Out of Memory / Dremio Configuration

Hello,

I am having some trouble with performance in my data pipeline using Dremio. Speeds are very slow and we often run out of memory on jobs.

I built a data pipeline for a client that essentially moves a small amount of files (< 50 files each file is on the order of KB) every 5 min to Azure Blob Storage where Dremio is pointing. The files are placed in directories in Azure that reflect the date they are processed. We surface those blobs in Dremio including the date directories. We then use dbt to transform the blobs into consumable datasets also in Dremio.

Over the course of a year+, the files have piled up. In some of the datasets we have 100MM+ rows.

The queries we run are not complex, but given the amount of rows, they can be large.

We are using onprem version 22.1.1-202208230402290397-a7010f28. I don’t know the exact system configuration but I think the executors are running on either 4 core x 32GB or 8 core x 64GB VM’s and we have 3.

I am also using reflections, which are being hit, but it’s still very slow and high memory. I assume reflections don’t help with memory, just speed.

Is this a use case that Dremio should be able to handle? Why am I getting OOM’s? I attached a profile of one of them.

The cost is really high so I assume we are just exceeding the footprint we gave it. Is there a formula for how to configure Dremio based on the average cost of the jobs?

Thanks,
Drew
ab007763-f120-40e3-8d71-a1ac8ad0ce9b.zip (105.7 KB)

@drew Reflection will help with both performance and memory if the size of the reflection is smaller which depends on the type of reflection and the display columns selected

I see there were other queries running at the same time, for example Job ID # 1c93d44d-474c-e4b7-3f1d-c477d90ca000

Are you able to just run this query alone and let us see what is the memory it takes, we can then analyze the operators to see which specific operator is blowing up the memory and then come up with ideas

It is the HASH_AGGREGATE that using up all the memory on phases 4,5 and 7. I do see some spilling happening. Let me further troubleshoot this but meanwhile see if you can run only this query during a time when the system is not used and send the profile over

@balaji.ramaswamy Thank you. I will try to run it tonight when there should be less activity. It’s a production system and we don’t have an isolated instance to test against.

RE: Reflections. If “display columns” means columns returned in the query, then we can’t really trim that down as the application needs all of them at this stage of the pipeline. I am building a raw and aggregate reflection for all of our base staging tables to avoid going back to the raw files for every query. Unfortunately every reflection seems to fail periodically. In the sys.reflections table they are all marked as CANNOT_ACCELERATE. The cause of the error seems to be memory. I set the queue for large reflections to 1 but it still seems to fail. I am not sure if there is a way to specify when reflections run or if we can pin all reflections and/or large jobs to a specific queue to isolate them from regular jobs.

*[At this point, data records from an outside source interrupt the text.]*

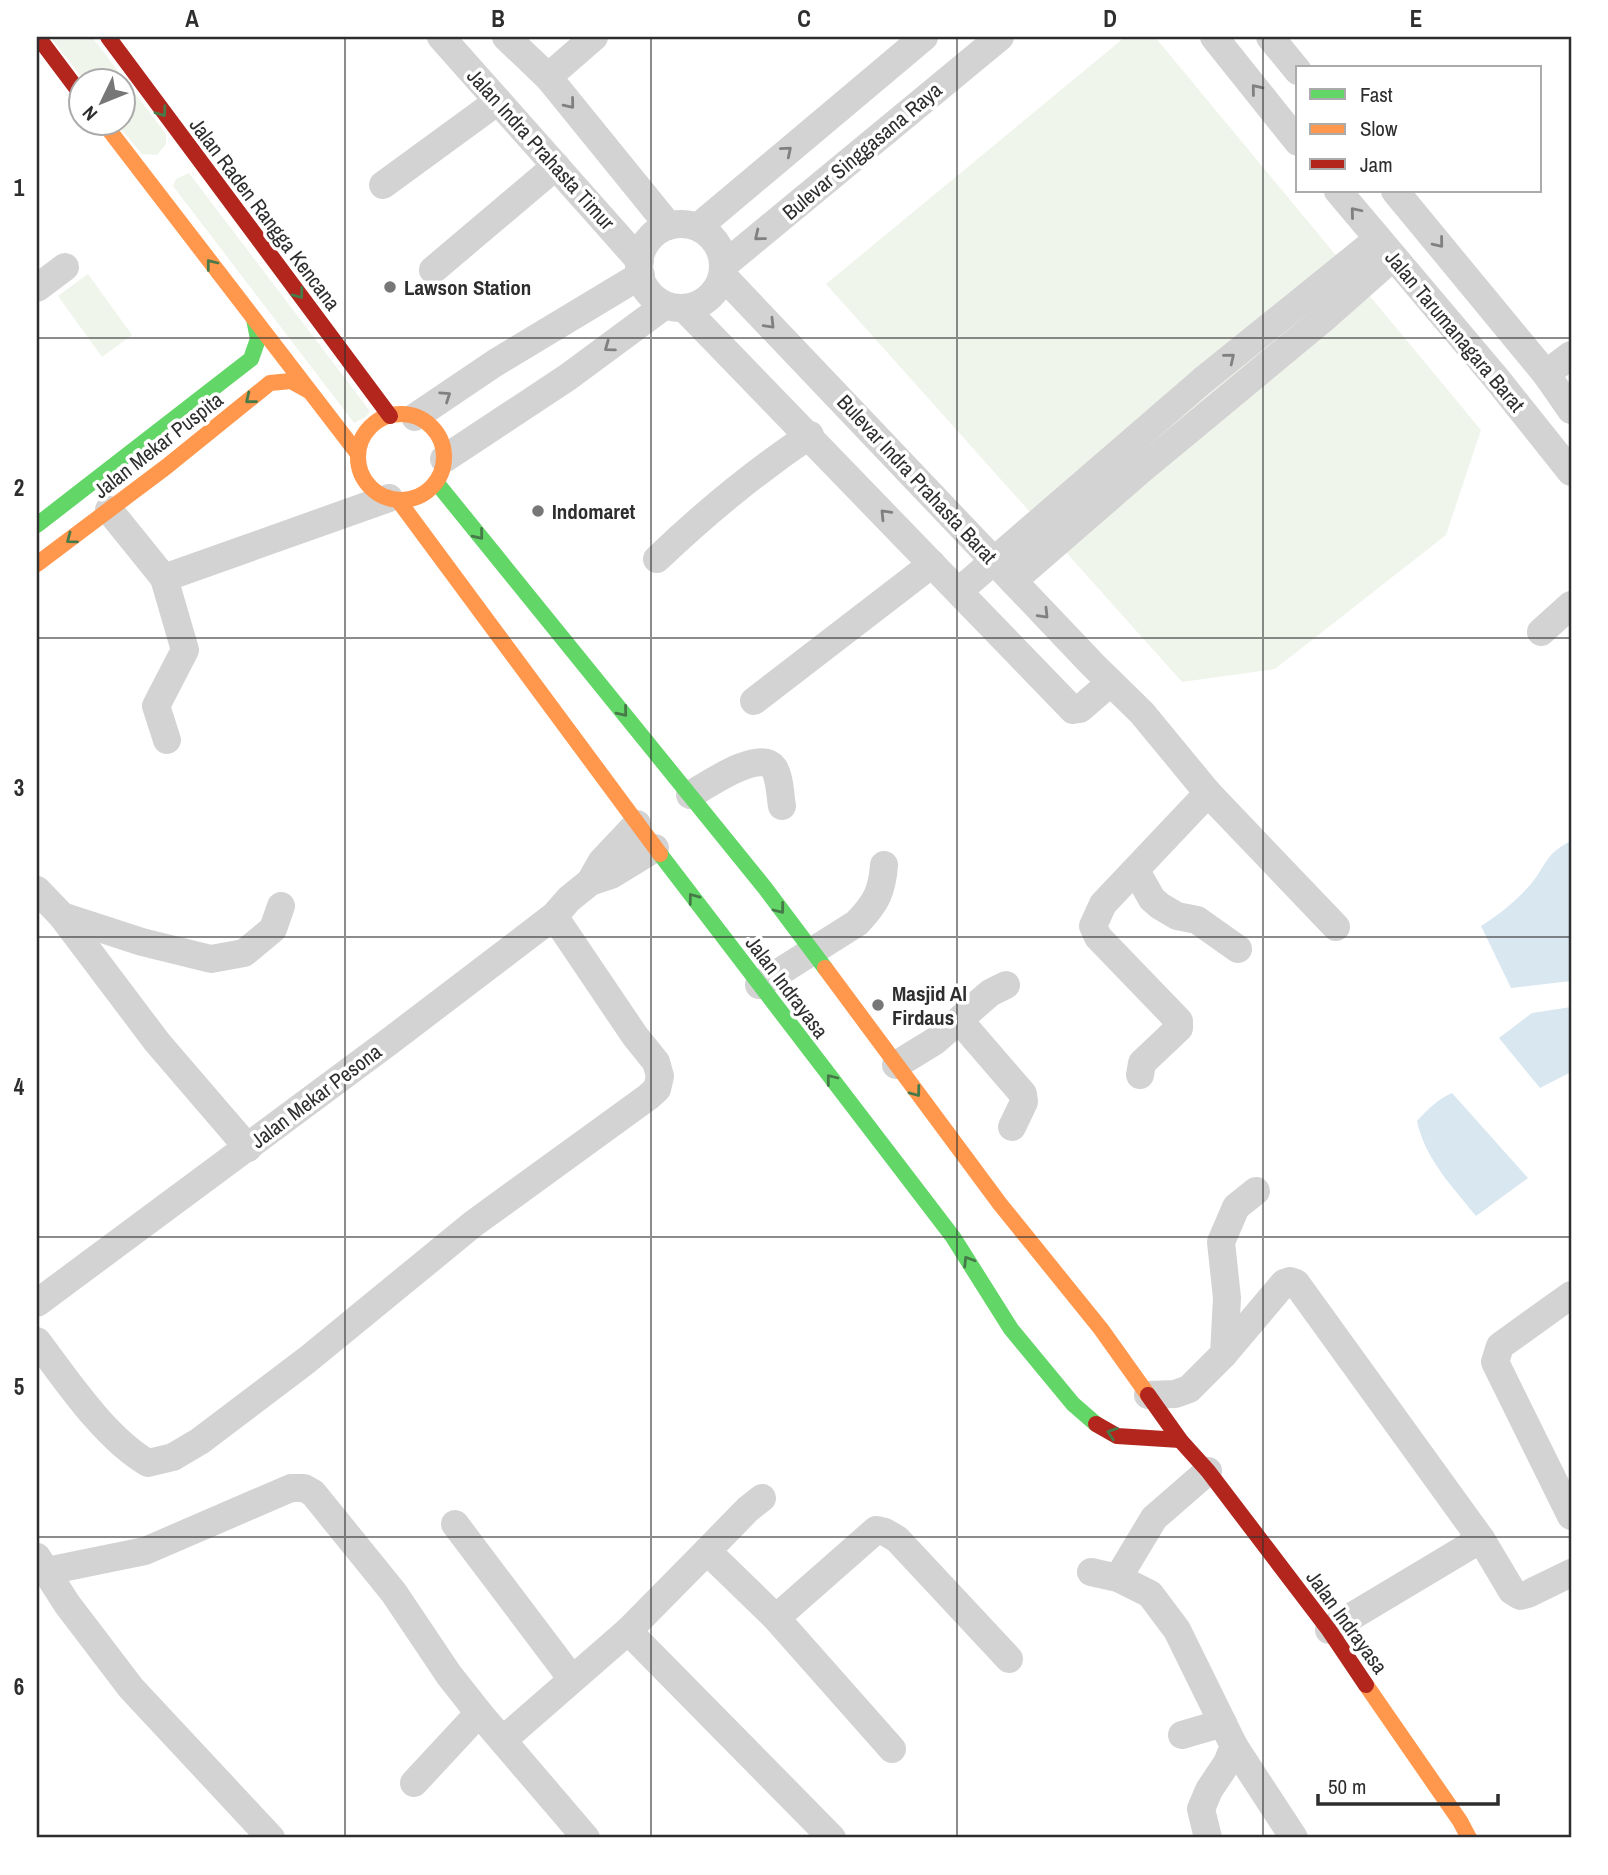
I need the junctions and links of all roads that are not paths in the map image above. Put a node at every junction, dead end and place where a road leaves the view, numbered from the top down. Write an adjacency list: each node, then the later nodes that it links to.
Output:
1 (38, 37): 11 (street)
2 (108, 37): 41 (street, Jalan Raden Rangga Kencana, one-way to 41)
3 (441, 37): 13 (street, Jalan Indra Prahasta Timur)
4 (506, 37): 12 (street)
5 (594, 37): 12 (street)
6 (924, 37): 21 (street, one-way to 6)
7 (1000, 37): 26 (street, Bulevar Singgasana Raya, one-way to 26)
8 (1214, 37): 15 (street, one-way to 8)
9 (1270, 37): 10 (street)
10 (1296, 69)
11 (66, 74)
12 (548, 77): 20 (street, one-way to 20)
13 (498, 101): 16 (street, Jalan Indra Prahasta Timur); 17 (street)
14 (116, 136): 30 (street, one-way to 14)
15 (1296, 140)
16 (556, 166): 24 (street, Jalan Indra Prahasta Timur); 25 (street)
17 (383, 185)
18 (1339, 192): 22 (street, Jalan Tarumanagara Barat, one-way to 18)
19 (1396, 192): 35 (street, Jalan Tarumanagara Barat, one-way to 35)
20 (669, 226): 21 (street); 24 (street)
21 (698, 227): 26 (street)
22 (1385, 248): 28 (street); 31 (street); 47 (street, Jalan Tarumanagara Barat)
23 (65, 267): 27 (street)
24 (640, 268): 29 (street); 41 (street, one-way to 24)
25 (433, 270)
26 (723, 270): 29 (street); 53 (street, Bulevar Indra Prahasta Barat, one-way to 53)
27 (37, 288)
28 (1303, 299): 31 (street); 32 (street)
29 (674, 307): 43 (street); 46 (street, one-way to 46)
30 (254, 318): 37 (street); 51 (street, Jalan Mekar Puspita)
31 (1323, 319): 34 (street)
32 (1259, 334): 34 (street); 36 (street, one-way to 32)
33 (1571, 355): 35 (street)
34 (1279, 356): 39 (street)
35 (1546, 374): 40 (street, Jalan Tarumanagara Barat)
36 (1202, 381): 38 (street); 39 (street)
37 (309, 391): 44 (street); 50 (street, Jalan Mekar Puspita, one-way to 50)
38 (1176, 403): 42 (street); 45 (street)
39 (1222, 404): 42 (street)
40 (1571, 410)
41 (402, 416): 44 (street); 46 (street)
42 (1195, 426): 45 (street)
43 (810, 436): 52 (street); 55 (street, one-way to 43)
44 (358, 454): 49 (street)
45 (1134, 459): 48 (street)
46 (440, 471): 49 (street); 65 (street, Jalan Indrayasa, one-way to 65)
47 (1571, 472)
48 (1088, 498): 53 (street); 57 (street)
49 (393, 499): 56 (street); 67 (street, Jalan Indrayasa)
50 (109, 510): 54 (street, Jalan Mekar Puspita, one-way to 54); 56 (street)
51 (37, 525)
52 (657, 559)
53 (993, 560): 57 (street, Bulevar Indra Prahasta Barat); 58 (street)
54 (37, 564)
55 (932, 564): 58 (street); 62 (street)
56 (164, 578): 63 (street)
57 (1013, 581): 61 (street, Bulevar Indra Prahasta Barat, one-way to 61)
58 (959, 591): 61 (street)
59 (1571, 605): 60 (street)
60 (1541, 632)
61 (1110, 683): 64 (street, Bulevar Indra Prahasta Barat)
62 (754, 701)
63 (167, 740)
64 (1208, 793): 70 (street); 76 (street, Bulevar Indra Prahasta Barat)
65 (690, 795): 66 (street); 78 (street, Jalan Indrayasa, one-way to 78)
66 (782, 806)
67 (637, 824): 68 (street, Jalan Indrayasa); 71 (street, Jalan Mekar Pesona)
68 (655, 848): 71 (street, Jalan Mekar Pesona); 79 (street, Jalan Indrayasa, one-way to 68)
69 (884, 865): 78 (street)
70 (1136, 872): 77 (street); 83 (street)
71 (590, 882): 75 (street, Jalan Mekar Pesona)
72 (37, 890): 74 (street)
73 (281, 906): 74 (street)
74 (62, 916): 85 (street)
75 (554, 916): 85 (street, Jalan Mekar Pesona); 89 (street)
76 (1336, 927)
77 (1238, 949)
78 (813, 951): 79 (street); 82 (street, Jalan Indrayasa)
79 (759, 985): 92 (street, Jalan Indrayasa, one-way to 79)
80 (1006, 985): 81 (street)
81 (960, 1021): 82 (street); 84 (street)
82 (896, 1065): 91 (street, Jalan Indrayasa, one-way to 91)
83 (1140, 1075)
84 (1012, 1127)
85 (248, 1148): 88 (street, Jalan Mekar Pesona)
86 (1256, 1191): 90 (street)
87 (1571, 1296): 95 (street)
88 (37, 1303)
89 (37, 1341)
90 (1224, 1354): 91 (street); 97 (street)
91 (1148, 1395): 92 (street, Jalan Indrayasa)
92 (1180, 1440): 93 (street, Jalan Indrayasa)
93 (1208, 1471): 102 (street, Jalan Indrayasa); 107 (street)
94 (762, 1498): 98 (street)
95 (1571, 1516)
96 (455, 1524): 105 (street)
97 (1481, 1539): 100 (street); 102 (street)
98 (707, 1551): 101 (street); 103 (street)
99 (42, 1564): 106 (street); 112 (street)
100 (1571, 1573)
101 (776, 1618): 104 (street); 110 (street)
102 (1329, 1630): 117 (street, Jalan Indrayasa)
103 (628, 1631): 105 (street); 114 (street)
104 (1009, 1658)
105 (572, 1679): 109 (street)
106 (479, 1713): 109 (street); 111 (street)
107 (1229, 1734): 108 (street); 115 (street); 116 (street)
108 (1182, 1735)
109 (503, 1740): 113 (street)
110 (892, 1749)
111 (414, 1783)
112 (271, 1838)
113 (586, 1838)
114 (832, 1838)
115 (1208, 1838)
116 (1294, 1838)
117 (1469, 1838)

@drew Is using only agg reflection an option? I see your data is in Azure Storage and from the scan it is PARQUET or ORC or AVRO. so if you are selecting all columns for your raw and your reflections are also in AZURE, I am wondering why going back to raw data is expensive, is too many small files? Basically just build Aggregate reflections on the Semantic layer on the VDS with joins and aggs so the dash board query that usually has measures and dimensions would use the agg reflection

We have lots of small (KB) files in Azure that are surfaced through Dremio. We had issues running queries that ultimately hit the raw files. I forget the error off the top of my head, but it indicated that the issue was related to hitting too many files. We also started getting this error "Max Rel Metadata call count exceeded”.

Our pattern is to create a staging table in Dremio (stored in $scratch not back in Azure) that mirrors the table that sits on top of the raw blobs. Then we add reflections (raw and aggregate) to each of those staging table so that downstream tables/views/queries are hitting reflections instead of the raw blobs. This is not ideal as there is staleness in the data until the reflection refreshes, but we can live with it.

We have since refactored some of our downstream queries, so the query profile we sent in this thread is no longer in play. Given that reflections are running on a schedule that I cannot control, trying to run a query without anything else running is difficult to schedule.

I attached a profile (e9706607-45ae-4a5c-8250-7ee0a7adda4f) of a “refresh reflection” job that took over an hour to complete. It did not run out of memory, although in the profile it did indicate “insufficient memory” in one of the attempts. As I mentioned, I set the reflection queue for large jobs to 1 so they should not run in parallel.

I also attached a profile (f5ce39a5-7921-4a47-91cd-6349ae284c06) of a reflection that failed due to running out of memory.

Are we just pushing Dremio to it’s limits?

e9706607-45ae-4a5c-8250-7ee0a7adda4f.zip (82.3 KB)
f5ce39a5-7921-4a47-91cd-6349ae284c06.zip (63.5 KB)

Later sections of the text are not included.